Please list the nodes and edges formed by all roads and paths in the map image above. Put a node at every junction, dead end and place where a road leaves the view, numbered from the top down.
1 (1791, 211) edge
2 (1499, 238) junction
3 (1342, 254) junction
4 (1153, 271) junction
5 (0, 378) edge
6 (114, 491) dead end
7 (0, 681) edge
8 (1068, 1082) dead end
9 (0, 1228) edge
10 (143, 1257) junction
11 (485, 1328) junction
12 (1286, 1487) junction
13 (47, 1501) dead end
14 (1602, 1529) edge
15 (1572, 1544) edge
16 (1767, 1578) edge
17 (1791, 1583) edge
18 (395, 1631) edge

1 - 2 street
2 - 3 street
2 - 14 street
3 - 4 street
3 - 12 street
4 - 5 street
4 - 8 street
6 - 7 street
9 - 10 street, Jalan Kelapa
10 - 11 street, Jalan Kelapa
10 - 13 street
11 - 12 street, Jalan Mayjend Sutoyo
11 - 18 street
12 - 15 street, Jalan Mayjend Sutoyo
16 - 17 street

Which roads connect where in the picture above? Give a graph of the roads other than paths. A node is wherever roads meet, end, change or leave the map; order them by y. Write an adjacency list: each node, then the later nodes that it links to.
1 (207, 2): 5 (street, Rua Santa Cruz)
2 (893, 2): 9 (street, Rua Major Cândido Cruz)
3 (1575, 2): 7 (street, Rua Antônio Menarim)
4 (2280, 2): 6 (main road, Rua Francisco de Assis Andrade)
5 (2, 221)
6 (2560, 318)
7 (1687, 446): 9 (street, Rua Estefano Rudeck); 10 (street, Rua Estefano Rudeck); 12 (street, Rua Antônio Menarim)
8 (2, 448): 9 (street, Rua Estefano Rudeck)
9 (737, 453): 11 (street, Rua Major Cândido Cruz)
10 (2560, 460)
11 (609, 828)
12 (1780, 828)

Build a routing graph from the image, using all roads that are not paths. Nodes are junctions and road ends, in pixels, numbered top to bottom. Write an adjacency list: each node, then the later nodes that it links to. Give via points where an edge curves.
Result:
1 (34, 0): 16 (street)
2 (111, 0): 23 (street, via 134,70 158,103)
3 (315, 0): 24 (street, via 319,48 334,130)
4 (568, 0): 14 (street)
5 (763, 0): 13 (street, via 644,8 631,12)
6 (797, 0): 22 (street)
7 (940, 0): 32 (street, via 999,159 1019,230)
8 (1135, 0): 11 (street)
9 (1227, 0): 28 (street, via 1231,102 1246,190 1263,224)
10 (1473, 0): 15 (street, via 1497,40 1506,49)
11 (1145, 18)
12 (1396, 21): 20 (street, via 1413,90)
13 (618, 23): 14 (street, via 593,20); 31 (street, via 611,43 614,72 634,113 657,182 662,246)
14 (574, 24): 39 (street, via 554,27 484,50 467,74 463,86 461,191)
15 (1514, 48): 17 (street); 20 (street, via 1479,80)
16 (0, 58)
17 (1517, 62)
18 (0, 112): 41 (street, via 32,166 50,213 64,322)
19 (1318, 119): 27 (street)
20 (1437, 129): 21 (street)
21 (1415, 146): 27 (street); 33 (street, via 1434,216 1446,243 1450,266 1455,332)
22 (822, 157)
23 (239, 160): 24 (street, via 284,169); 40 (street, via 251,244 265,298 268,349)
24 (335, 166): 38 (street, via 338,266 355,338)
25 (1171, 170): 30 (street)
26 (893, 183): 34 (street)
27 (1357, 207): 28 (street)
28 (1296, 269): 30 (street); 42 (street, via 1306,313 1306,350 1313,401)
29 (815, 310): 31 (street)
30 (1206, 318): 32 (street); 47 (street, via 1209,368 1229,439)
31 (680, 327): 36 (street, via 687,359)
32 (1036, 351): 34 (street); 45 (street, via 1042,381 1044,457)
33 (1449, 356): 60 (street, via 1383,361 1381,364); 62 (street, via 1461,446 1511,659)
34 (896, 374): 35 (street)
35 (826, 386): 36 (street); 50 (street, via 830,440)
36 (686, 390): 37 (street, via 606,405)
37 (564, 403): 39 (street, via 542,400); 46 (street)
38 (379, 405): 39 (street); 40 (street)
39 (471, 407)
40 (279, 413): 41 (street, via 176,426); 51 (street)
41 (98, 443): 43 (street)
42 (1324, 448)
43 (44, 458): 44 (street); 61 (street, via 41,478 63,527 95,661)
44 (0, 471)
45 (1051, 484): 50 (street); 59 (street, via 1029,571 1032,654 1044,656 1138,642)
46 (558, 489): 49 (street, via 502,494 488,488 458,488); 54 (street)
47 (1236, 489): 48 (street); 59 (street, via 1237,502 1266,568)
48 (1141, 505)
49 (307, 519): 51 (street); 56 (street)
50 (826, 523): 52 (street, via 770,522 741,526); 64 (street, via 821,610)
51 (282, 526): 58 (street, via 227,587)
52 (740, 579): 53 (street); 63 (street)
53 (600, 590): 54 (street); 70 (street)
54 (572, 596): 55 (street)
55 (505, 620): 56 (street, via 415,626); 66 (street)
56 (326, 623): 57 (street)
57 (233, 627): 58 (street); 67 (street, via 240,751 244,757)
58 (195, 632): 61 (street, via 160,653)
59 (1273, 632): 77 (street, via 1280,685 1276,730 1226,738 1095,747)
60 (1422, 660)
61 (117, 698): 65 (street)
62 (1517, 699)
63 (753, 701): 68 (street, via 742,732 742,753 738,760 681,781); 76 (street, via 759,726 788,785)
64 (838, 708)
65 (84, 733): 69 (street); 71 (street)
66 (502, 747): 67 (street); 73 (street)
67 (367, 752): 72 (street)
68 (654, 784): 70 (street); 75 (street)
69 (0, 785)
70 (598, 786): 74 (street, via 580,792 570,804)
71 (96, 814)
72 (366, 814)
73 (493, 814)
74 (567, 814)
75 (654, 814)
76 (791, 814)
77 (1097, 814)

|---|

Your answer must be the full listing, restated word for word.

Please list the nodes and edges formed by all roads and paths in the map image above. Put a node at every junction, dead end and place where a road leaves the view, numbered from the top down.
1 (1791, 211) edge
2 (1499, 238) junction
3 (1342, 254) junction
4 (1153, 271) junction
5 (0, 378) edge
6 (114, 491) dead end
7 (0, 681) edge
8 (1068, 1082) dead end
9 (0, 1228) edge
10 (143, 1257) junction
11 (485, 1328) junction
12 (1286, 1487) junction
13 (47, 1501) dead end
14 (1602, 1529) edge
15 (1572, 1544) edge
16 (1767, 1578) edge
17 (1791, 1583) edge
18 (395, 1631) edge

1 - 2 street
2 - 3 street
2 - 14 street
3 - 4 street
3 - 12 street
4 - 5 street
4 - 8 street
6 - 7 street
9 - 10 street, Jalan Kelapa
10 - 11 street, Jalan Kelapa
10 - 13 street
11 - 12 street, Jalan Mayjend Sutoyo
11 - 18 street
12 - 15 street, Jalan Mayjend Sutoyo
16 - 17 street

Which roads connect where in the picture above? Give a graph of the roads other than paths. A node is wherever roads meet, end, change or leave the map; order them by y. Write an adjacency list: each node, then the later nodes that it links to.
1 (207, 2): 5 (street, Rua Santa Cruz)
2 (893, 2): 9 (street, Rua Major Cândido Cruz)
3 (1575, 2): 7 (street, Rua Antônio Menarim)
4 (2280, 2): 6 (main road, Rua Francisco de Assis Andrade)
5 (2, 221)
6 (2560, 318)
7 (1687, 446): 9 (street, Rua Estefano Rudeck); 10 (street, Rua Estefano Rudeck); 12 (street, Rua Antônio Menarim)
8 (2, 448): 9 (street, Rua Estefano Rudeck)
9 (737, 453): 11 (street, Rua Major Cândido Cruz)
10 (2560, 460)
11 (609, 828)
12 (1780, 828)

Build a routing graph from the image, using all roads that are not paths. Nodes are junctions and road ends, in pixels, numbered top to bottom. Write an adjacency list: each node, then the later nodes that it links to. Give via points where an edge curves.
Result:
1 (34, 0): 16 (street)
2 (111, 0): 23 (street, via 134,70 158,103)
3 (315, 0): 24 (street, via 319,48 334,130)
4 (568, 0): 14 (street)
5 (763, 0): 13 (street, via 644,8 631,12)
6 (797, 0): 22 (street)
7 (940, 0): 32 (street, via 999,159 1019,230)
8 (1135, 0): 11 (street)
9 (1227, 0): 28 (street, via 1231,102 1246,190 1263,224)
10 (1473, 0): 15 (street, via 1497,40 1506,49)
11 (1145, 18)
12 (1396, 21): 20 (street, via 1413,90)
13 (618, 23): 14 (street, via 593,20); 31 (street, via 611,43 614,72 634,113 657,182 662,246)
14 (574, 24): 39 (street, via 554,27 484,50 467,74 463,86 461,191)
15 (1514, 48): 17 (street); 20 (street, via 1479,80)
16 (0, 58)
17 (1517, 62)
18 (0, 112): 41 (street, via 32,166 50,213 64,322)
19 (1318, 119): 27 (street)
20 (1437, 129): 21 (street)
21 (1415, 146): 27 (street); 33 (street, via 1434,216 1446,243 1450,266 1455,332)
22 (822, 157)
23 (239, 160): 24 (street, via 284,169); 40 (street, via 251,244 265,298 268,349)
24 (335, 166): 38 (street, via 338,266 355,338)
25 (1171, 170): 30 (street)
26 (893, 183): 34 (street)
27 (1357, 207): 28 (street)
28 (1296, 269): 30 (street); 42 (street, via 1306,313 1306,350 1313,401)
29 (815, 310): 31 (street)
30 (1206, 318): 32 (street); 47 (street, via 1209,368 1229,439)
31 (680, 327): 36 (street, via 687,359)
32 (1036, 351): 34 (street); 45 (street, via 1042,381 1044,457)
33 (1449, 356): 60 (street, via 1383,361 1381,364); 62 (street, via 1461,446 1511,659)
34 (896, 374): 35 (street)
35 (826, 386): 36 (street); 50 (street, via 830,440)
36 (686, 390): 37 (street, via 606,405)
37 (564, 403): 39 (street, via 542,400); 46 (street)
38 (379, 405): 39 (street); 40 (street)
39 (471, 407)
40 (279, 413): 41 (street, via 176,426); 51 (street)
41 (98, 443): 43 (street)
42 (1324, 448)
43 (44, 458): 44 (street); 61 (street, via 41,478 63,527 95,661)
44 (0, 471)
45 (1051, 484): 50 (street); 59 (street, via 1029,571 1032,654 1044,656 1138,642)
46 (558, 489): 49 (street, via 502,494 488,488 458,488); 54 (street)
47 (1236, 489): 48 (street); 59 (street, via 1237,502 1266,568)
48 (1141, 505)
49 (307, 519): 51 (street); 56 (street)
50 (826, 523): 52 (street, via 770,522 741,526); 64 (street, via 821,610)
51 (282, 526): 58 (street, via 227,587)
52 (740, 579): 53 (street); 63 (street)
53 (600, 590): 54 (street); 70 (street)
54 (572, 596): 55 (street)
55 (505, 620): 56 (street, via 415,626); 66 (street)
56 (326, 623): 57 (street)
57 (233, 627): 58 (street); 67 (street, via 240,751 244,757)
58 (195, 632): 61 (street, via 160,653)
59 (1273, 632): 77 (street, via 1280,685 1276,730 1226,738 1095,747)
60 (1422, 660)
61 (117, 698): 65 (street)
62 (1517, 699)
63 (753, 701): 68 (street, via 742,732 742,753 738,760 681,781); 76 (street, via 759,726 788,785)
64 (838, 708)
65 (84, 733): 69 (street); 71 (street)
66 (502, 747): 67 (street); 73 (street)
67 (367, 752): 72 (street)
68 (654, 784): 70 (street); 75 (street)
69 (0, 785)
70 (598, 786): 74 (street, via 580,792 570,804)
71 (96, 814)
72 (366, 814)
73 (493, 814)
74 (567, 814)
75 (654, 814)
76 (791, 814)
77 (1097, 814)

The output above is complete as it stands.